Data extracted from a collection
━━━━━━━━

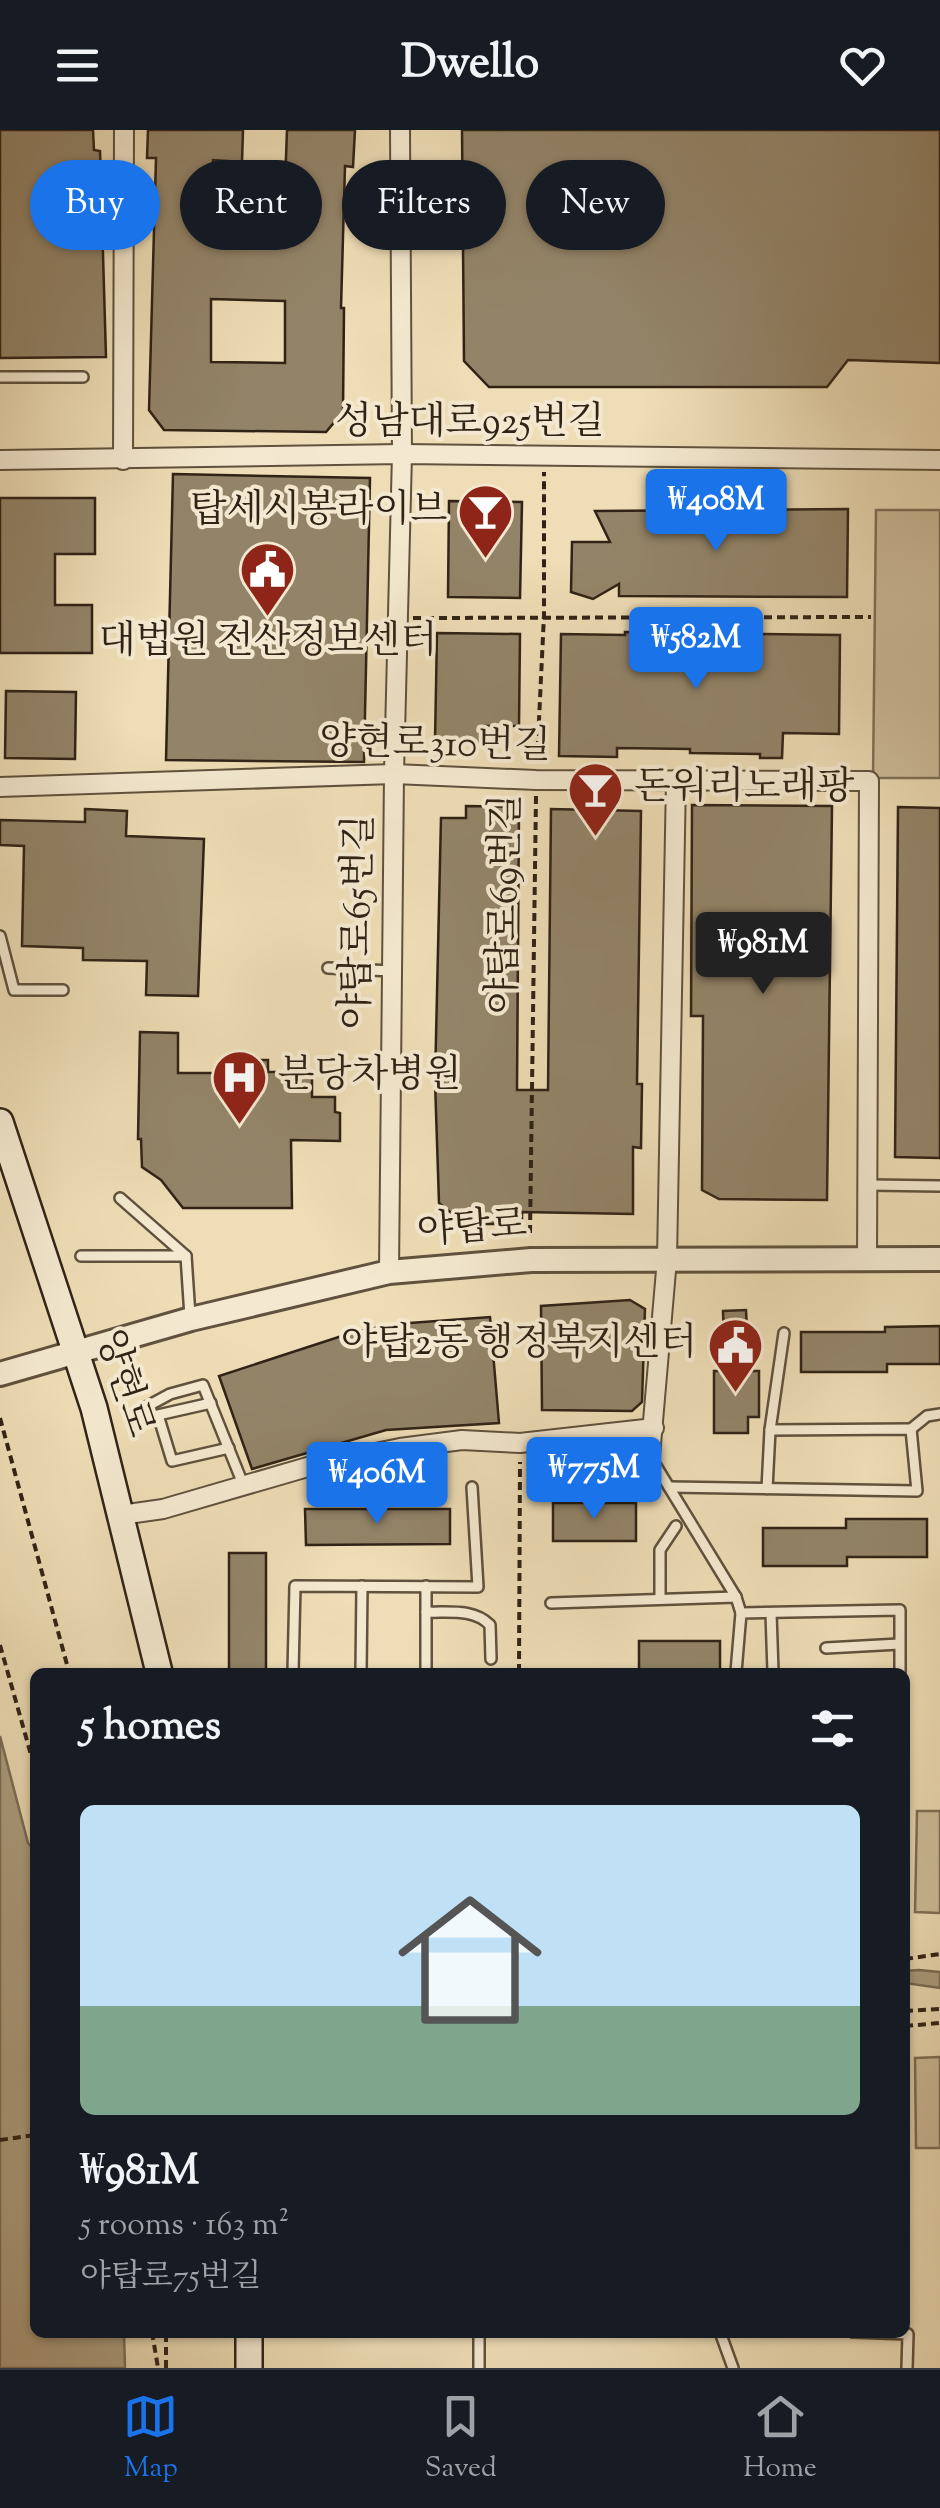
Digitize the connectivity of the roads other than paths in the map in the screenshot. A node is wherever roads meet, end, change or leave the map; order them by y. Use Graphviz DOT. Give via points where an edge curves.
graph roads {
  1 [pos="124,130"];
  2 [pos="400,130"];
  3 [pos="0,377"];
  4 [pos="82,377"];
  5 [pos="402,454"];
  6 [pos="0,460"];
  7 [pos="122,460"];
  8 [pos="940,460"];
  9 [pos="394,774"];
  10 [pos="676,780"];
  11 [pos="0,787"];
  12 [pos="0,936"];
  13 [pos="328,968"];
  14 [pos="392,971"];
  15 [pos="63,990"];
  16 [pos="0,1122"];
  17 [pos="866,1185"];
  18 [pos="940,1186"];
  19 [pos="120,1198"];
  20 [pos="81,1256"];
  21 [pos="186,1256"];
  22 [pos="940,1259"];
  23 [pos="667,1260"];
  24 [pos="866,1260"];
  25 [pos="389,1272"];
  26 [pos="191,1319"];
  27 [pos="784,1334"];
  28 [pos="74,1352"];
  29 [pos="11,1371"];
  30 [pos="210,1403"];
  31 [pos="146,1407"];
  32 [pos="940,1414"];
  33 [pos="654,1428"];
  34 [pos="911,1429"];
  35 [pos="770,1430"];
  36 [pos="229,1448"];
  37 [pos="650,1456"];
  38 [pos="243,1484"];
  39 [pos="472,1488"];
  40 [pos="669,1488"];
  41 [pos="767,1489"];
  42 [pos="121,1514"];
  43 [pos="676,1526"];
  44 [pos="362,1586"];
  45 [pos="426,1586"];
  46 [pos="736,1597"];
  47 [pos="660,1599"];
  48 [pos="551,1602"];
  49 [pos="426,1612"];
  50 [pos="741,1613"];
  51 [pos="771,1613"];
  52 [pos="899,1644"];
  53 [pos="826,1648"];
  54 [pos="491,1659"];
  55 [pos="158,1668"];
  56 [pos="292,1668"];
  57 [pos="361,1668"];
  58 [pos="426,1668"];
  59 [pos="736,1668"];
  60 [pos="773,1668"];
  61 [pos="900,1668"];
  62 [pos="249,2338"];
  63 [pos="479,2338"];
  64 [pos="722,2338"];
  65 [pos="908,2338"];
  66 [pos="249,2368"];
  67 [pos="479,2368"];
  68 [pos="732,2368"];
  69 [pos="908,2368"];
  1 -- 7 [label="street"];
  2 -- 5 [label="street, 야탑로65번길"];
  3 -- 4 [label="lane"];
  5 -- 7 [label="street, 성남대로925번길"];
  5 -- 8 [label="street, 성남대로925번길"];
  5 -- 9 [label="street, 야탑로65번길"];
  6 -- 7 [label="street, 성남대로925번길"];
  9 -- 10 [label="street, 양현로310번길"];
  9 -- 11 [label="street, 양현로310번길"];
  9 -- 14 [label="street, 야탑로65번길"];
  10 -- 17 [label="street, 양현로310번길" via="869,781"];
  10 -- 23 [label="street"];
  12 -- 15 [label="lane" via="14,990"];
  13 -- 14 [label="lane"];
  14 -- 25 [label="street, 야탑로65번길"];
  16 -- 28 [label="main road, 양현로"];
  17 -- 18 [label="lane"];
  17 -- 24 [label="street"];
  19 -- 21 [label="lane"];
  20 -- 21 [label="lane"];
  21 -- 26 [label="lane"];
  22 -- 24 [label="street, 야탑로"];
  23 -- 24 [label="street, 야탑로"];
  23 -- 25 [label="street, 야탑로" via="514,1261"];
  23 -- 33 [label="street"];
  25 -- 26 [label="street, 야탑로"];
  26 -- 28 [label="street, 야탑로"];
  27 -- 35 [label="lane"];
  28 -- 29 [label="street, 야탑로"];
  28 -- 42 [label="main road, 양현로"];
  30 -- 31 [label="lane" via="203,1384"];
  30 -- 36 [label="lane"];
  30 -- 36 [label="lane" via="158,1415 172,1461"];
  32 -- 34 [label="lane"];
  33 -- 37 [label="street"];
  33 -- 38 [label="street" via="400,1448"];
  34 -- 35 [label="lane"];
  34 -- 41 [label="lane" via="916,1491"];
  35 -- 41 [label="lane"];
  36 -- 38 [label="lane"];
  37 -- 40 [label="lane"];
  38 -- 42 [label="street"];
  39 -- 45 [label="lane" via="478,1587"];
  40 -- 41 [label="lane"];
  40 -- 46 [label="lane"];
  42 -- 55 [label="main road, 양현로"];
  43 -- 47 [label="lane" via="660,1550"];
  44 -- 45 [label="lane"];
  44 -- 56 [label="lane" via="295,1586"];
  44 -- 57 [label="lane"];
  45 -- 49 [label="lane"];
  46 -- 47 [label="lane"];
  46 -- 50 [label="lane"];
  47 -- 48 [label="lane"];
  49 -- 54 [label="lane" via="483,1618 490,1624"];
  49 -- 58 [label="lane"];
  50 -- 51 [label="lane"];
  50 -- 59 [label="lane"];
  51 -- 52 [label="lane" via="900,1610"];
  51 -- 60 [label="lane"];
  52 -- 53 [label="lane"];
  52 -- 61 [label="lane"];
  62 -- 66 [label="main road"];
  63 -- 67 [label="lane"];
  64 -- 68 [label="lane"];
  65 -- 69 [label="lane"];
}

━━━━━━━━

* [Exercise goal]:
Since only a number is wanted, please say how many lines in the data include the word "roads".

* [Exercise answer]:
2